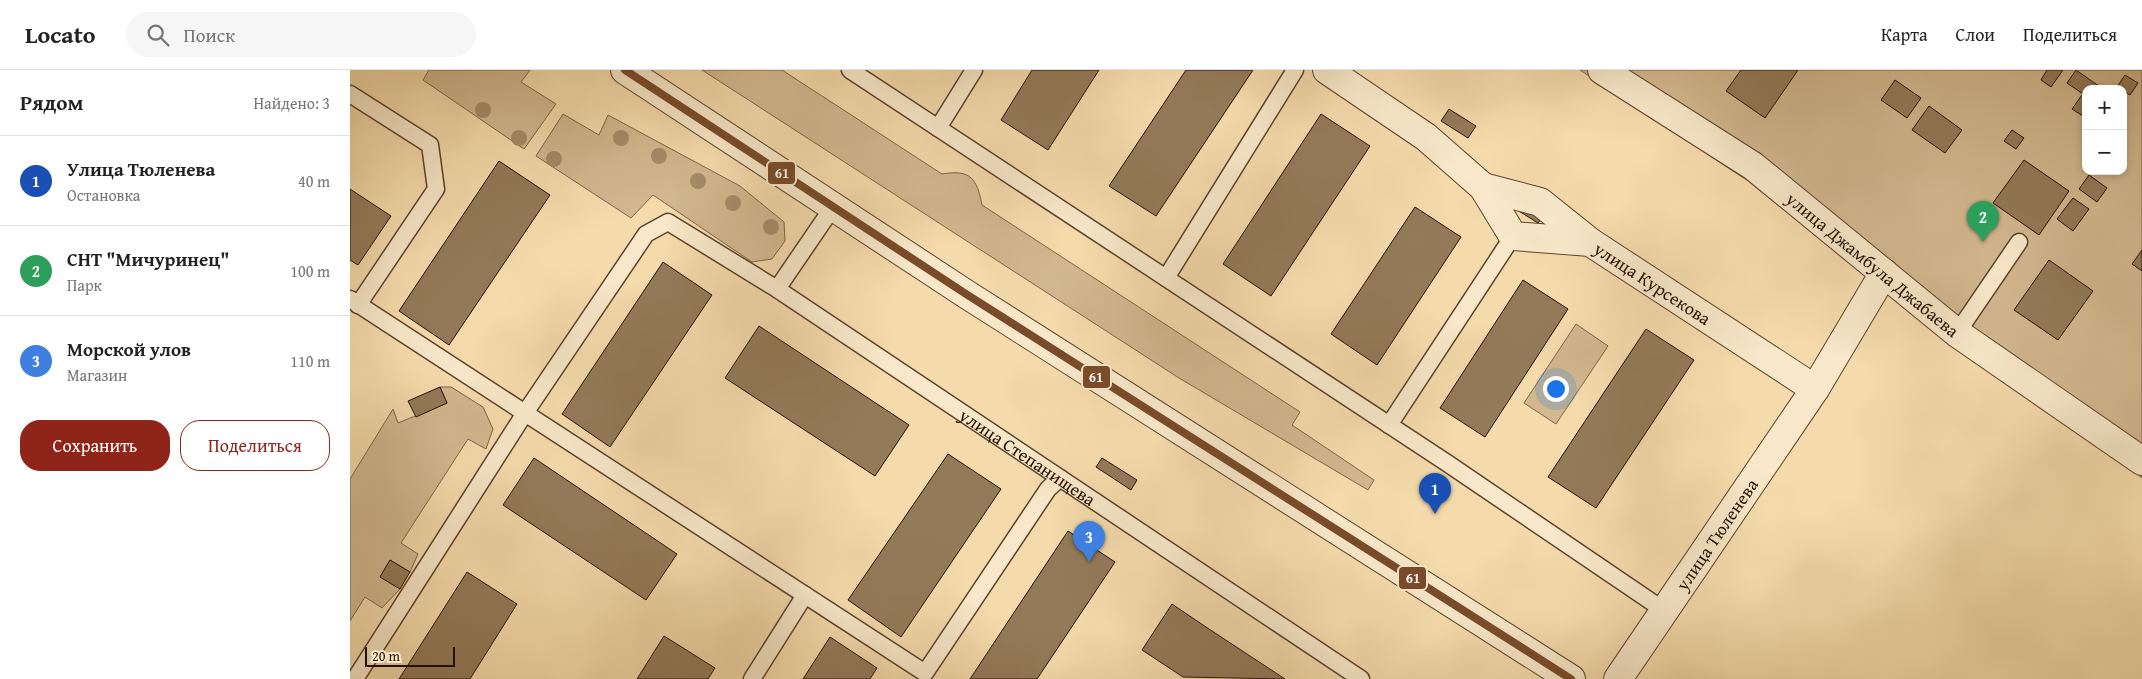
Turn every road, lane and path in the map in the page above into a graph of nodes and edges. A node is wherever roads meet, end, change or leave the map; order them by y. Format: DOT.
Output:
graph roads {
  1 [pos="625,70"];
  2 [pos="850,70"];
  3 [pos="974,70"];
  4 [pos="1295,70"];
  5 [pos="1327,70"];
  6 [pos="1602,70"];
  7 [pos="350,94"];
  8 [pos="938,128"];
  9 [pos="1483,187"];
  10 [pos="833,207"];
  11 [pos="1514,236"];
  12 [pos="1590,242"];
  13 [pos="2019,242"];
  14 [pos="1884,273"];
  15 [pos="1166,278"];
  16 [pos="777,289"];
  17 [pos="354,302"];
  18 [pos="1957,333"];
  19 [pos="1815,389"];
  20 [pos="525,413"];
  21 [pos="1389,425"];
  22 [pos="2142,461"];
  23 [pos="1060,478"];
  24 [pos="805,595"];
  25 [pos="1665,611"];
  26 [pos="929,676"];
  27 [pos="355,679"];
  28 [pos="752,679"];
  29 [pos="1361,679"];
  30 [pos="1571,679"];
  31 [pos="1618,679"];
  1 -- 10 [label="street"];
  2 -- 8 [label="lane"];
  3 -- 8 [label="lane"];
  4 -- 15 [label="lane"];
  5 -- 9 [label="street"];
  6 -- 14 [label="street, улица Джамбула Джабаева"];
  7 -- 17 [label="lane"];
  8 -- 15 [label="lane"];
  9 -- 11 [label="street"];
  9 -- 12 [label="street"];
  10 -- 16 [label="lane"];
  10 -- 30 [label="street"];
  11 -- 12 [label="street, улица Курсекова"];
  11 -- 21 [label="lane"];
  12 -- 19 [label="street, улица Курсекова"];
  13 -- 18 [label="lane"];
  14 -- 18 [label="street, улица Джамбула Джабаева"];
  14 -- 19 [label="street, улица Тюленева"];
  15 -- 21 [label="lane"];
  16 -- 20 [label="lane, улица Степанищева"];
  16 -- 23 [label="lane, улица Степанищева"];
  17 -- 20 [label="lane"];
  18 -- 22 [label="street, улица Джамбула Джабаева"];
  19 -- 25 [label="street, улица Тюленева"];
  20 -- 24 [label="lane"];
  20 -- 27 [label="lane"];
  21 -- 25 [label="lane"];
  23 -- 26 [label="lane"];
  23 -- 29 [label="lane, улица Степанищева"];
  24 -- 26 [label="lane"];
  24 -- 28 [label="lane"];
  25 -- 31 [label="street, улица Тюленева"];
}
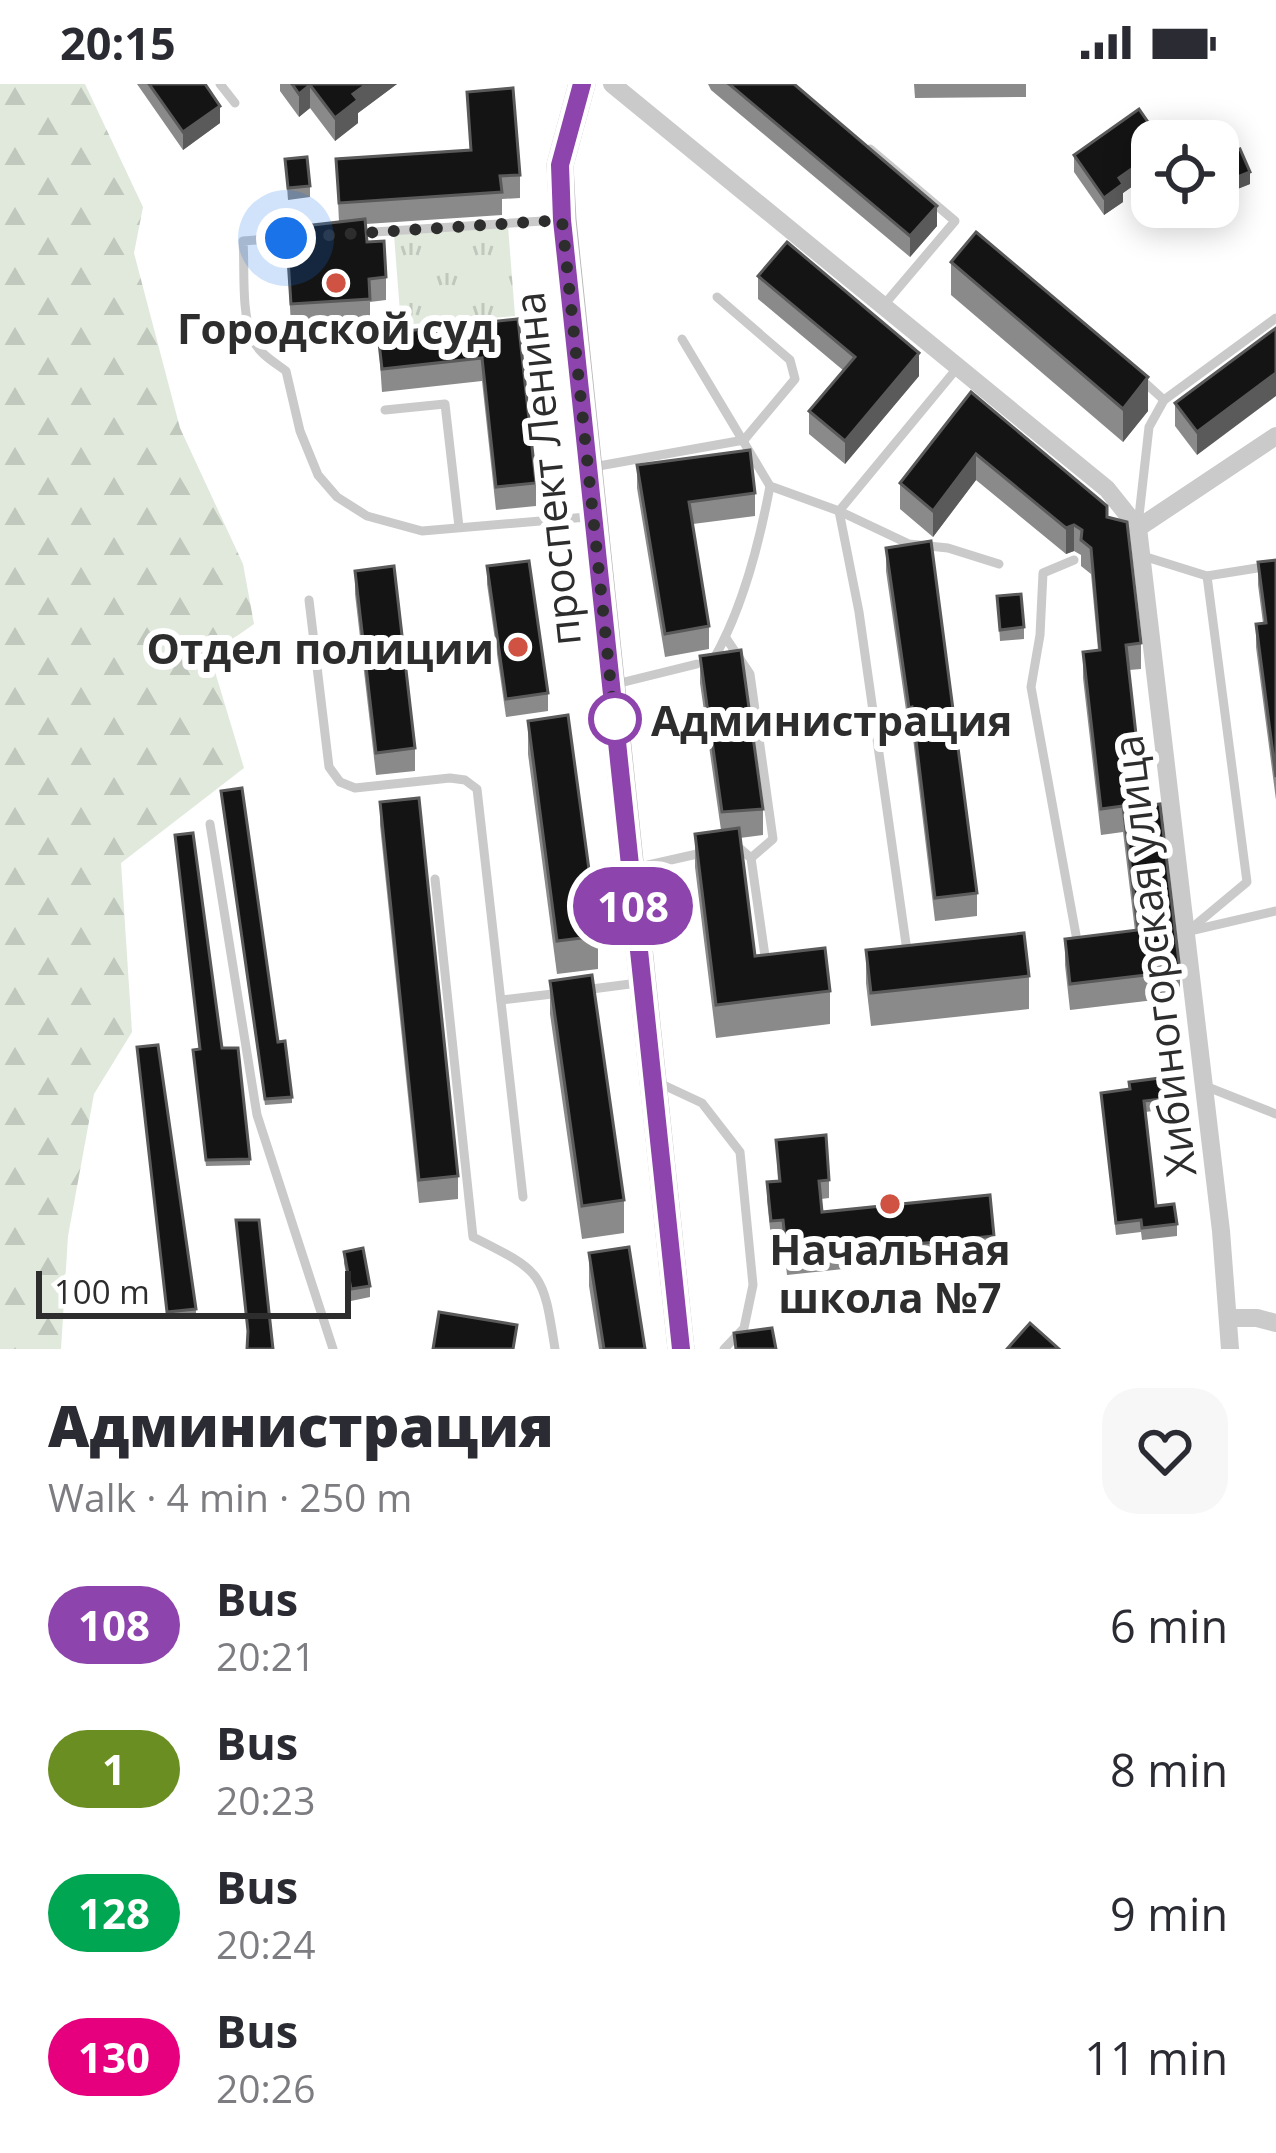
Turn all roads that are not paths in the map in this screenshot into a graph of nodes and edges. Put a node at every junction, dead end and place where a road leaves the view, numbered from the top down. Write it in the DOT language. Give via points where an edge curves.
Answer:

--------------------

Exercise aim: Locate the lines above that hold the word "Turn". Show every one of them.

Task output:
Turn every road, lane and path in the map in the page above into a graph of nodes and edges. A node is wherever roads meet, end, change or leave the map; order them by y. Format: DOT.
Turn all roads that are not paths in the map in this screenshot into a graph of nodes and edges. Put a node at every junction, dead end and place where a road leaves the view, numbered from the top down. Write it in the DOT language. Give via points where an edge curves.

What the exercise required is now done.